Excerpts from a dataset
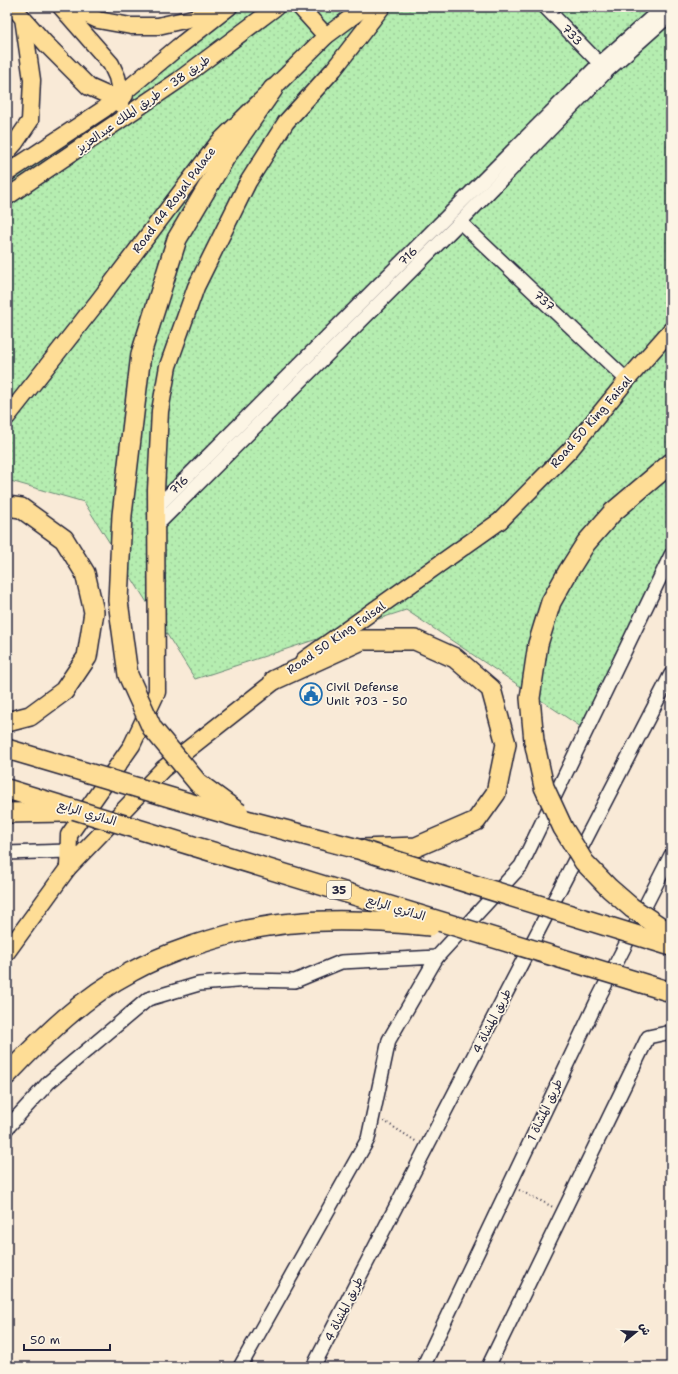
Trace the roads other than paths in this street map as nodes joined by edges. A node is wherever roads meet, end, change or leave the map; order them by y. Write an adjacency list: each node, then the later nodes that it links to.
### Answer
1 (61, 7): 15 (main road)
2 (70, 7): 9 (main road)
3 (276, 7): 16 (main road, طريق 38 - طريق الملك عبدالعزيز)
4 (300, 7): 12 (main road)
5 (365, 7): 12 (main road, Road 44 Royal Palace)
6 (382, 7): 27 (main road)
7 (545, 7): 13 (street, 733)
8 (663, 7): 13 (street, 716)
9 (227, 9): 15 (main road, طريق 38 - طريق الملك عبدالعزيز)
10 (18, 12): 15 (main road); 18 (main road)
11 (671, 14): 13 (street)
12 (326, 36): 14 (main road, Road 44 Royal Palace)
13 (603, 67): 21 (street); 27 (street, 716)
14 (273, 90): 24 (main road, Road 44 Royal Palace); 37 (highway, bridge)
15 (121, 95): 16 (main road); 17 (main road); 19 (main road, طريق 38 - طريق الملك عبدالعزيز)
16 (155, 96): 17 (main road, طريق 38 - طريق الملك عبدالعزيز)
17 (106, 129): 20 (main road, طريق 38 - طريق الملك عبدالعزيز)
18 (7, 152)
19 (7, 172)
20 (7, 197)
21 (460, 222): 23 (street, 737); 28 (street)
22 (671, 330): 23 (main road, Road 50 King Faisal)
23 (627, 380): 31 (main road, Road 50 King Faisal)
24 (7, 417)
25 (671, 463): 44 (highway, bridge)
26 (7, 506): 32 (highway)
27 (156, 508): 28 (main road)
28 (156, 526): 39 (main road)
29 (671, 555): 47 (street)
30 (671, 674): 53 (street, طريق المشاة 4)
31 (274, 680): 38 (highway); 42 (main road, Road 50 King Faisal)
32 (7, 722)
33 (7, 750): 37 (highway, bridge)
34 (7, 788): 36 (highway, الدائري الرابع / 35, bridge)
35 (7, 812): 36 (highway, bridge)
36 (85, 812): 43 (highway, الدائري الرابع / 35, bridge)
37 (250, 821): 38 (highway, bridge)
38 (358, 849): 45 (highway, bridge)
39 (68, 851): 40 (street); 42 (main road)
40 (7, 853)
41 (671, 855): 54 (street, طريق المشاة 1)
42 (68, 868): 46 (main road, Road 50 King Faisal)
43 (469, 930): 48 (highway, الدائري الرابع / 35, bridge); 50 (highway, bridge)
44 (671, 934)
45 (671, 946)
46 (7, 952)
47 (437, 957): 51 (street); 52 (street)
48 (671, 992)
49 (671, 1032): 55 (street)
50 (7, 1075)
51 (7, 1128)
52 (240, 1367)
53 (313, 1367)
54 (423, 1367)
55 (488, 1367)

▶ WHAT IS NEEDED
Copy each entry exactly as written. Images should not appear in the copy.

▶ ANSWER TO THE PROBLEM
Trace the roads other than paths in this street map as nodes joined by edges. A node is wherever roads meet, end, change or leave the map; order them by y. Write an adjacency list: each node, then the later nodes that it links to.
### Answer
1 (61, 7): 15 (main road)
2 (70, 7): 9 (main road)
3 (276, 7): 16 (main road, طريق 38 - طريق الملك عبدالعزيز)
4 (300, 7): 12 (main road)
5 (365, 7): 12 (main road, Road 44 Royal Palace)
6 (382, 7): 27 (main road)
7 (545, 7): 13 (street, 733)
8 (663, 7): 13 (street, 716)
9 (227, 9): 15 (main road, طريق 38 - طريق الملك عبدالعزيز)
10 (18, 12): 15 (main road); 18 (main road)
11 (671, 14): 13 (street)
12 (326, 36): 14 (main road, Road 44 Royal Palace)
13 (603, 67): 21 (street); 27 (street, 716)
14 (273, 90): 24 (main road, Road 44 Royal Palace); 37 (highway, bridge)
15 (121, 95): 16 (main road); 17 (main road); 19 (main road, طريق 38 - طريق الملك عبدالعزيز)
16 (155, 96): 17 (main road, طريق 38 - طريق الملك عبدالعزيز)
17 (106, 129): 20 (main road, طريق 38 - طريق الملك عبدالعزيز)
18 (7, 152)
19 (7, 172)
20 (7, 197)
21 (460, 222): 23 (street, 737); 28 (street)
22 (671, 330): 23 (main road, Road 50 King Faisal)
23 (627, 380): 31 (main road, Road 50 King Faisal)
24 (7, 417)
25 (671, 463): 44 (highway, bridge)
26 (7, 506): 32 (highway)
27 (156, 508): 28 (main road)
28 (156, 526): 39 (main road)
29 (671, 555): 47 (street)
30 (671, 674): 53 (street, طريق المشاة 4)
31 (274, 680): 38 (highway); 42 (main road, Road 50 King Faisal)
32 (7, 722)
33 (7, 750): 37 (highway, bridge)
34 (7, 788): 36 (highway, الدائري الرابع / 35, bridge)
35 (7, 812): 36 (highway, bridge)
36 (85, 812): 43 (highway, الدائري الرابع / 35, bridge)
37 (250, 821): 38 (highway, bridge)
38 (358, 849): 45 (highway, bridge)
39 (68, 851): 40 (street); 42 (main road)
40 (7, 853)
41 (671, 855): 54 (street, طريق المشاة 1)
42 (68, 868): 46 (main road, Road 50 King Faisal)
43 (469, 930): 48 (highway, الدائري الرابع / 35, bridge); 50 (highway, bridge)
44 (671, 934)
45 (671, 946)
46 (7, 952)
47 (437, 957): 51 (street); 52 (street)
48 (671, 992)
49 (671, 1032): 55 (street)
50 (7, 1075)
51 (7, 1128)
52 (240, 1367)
53 (313, 1367)
54 (423, 1367)
55 (488, 1367)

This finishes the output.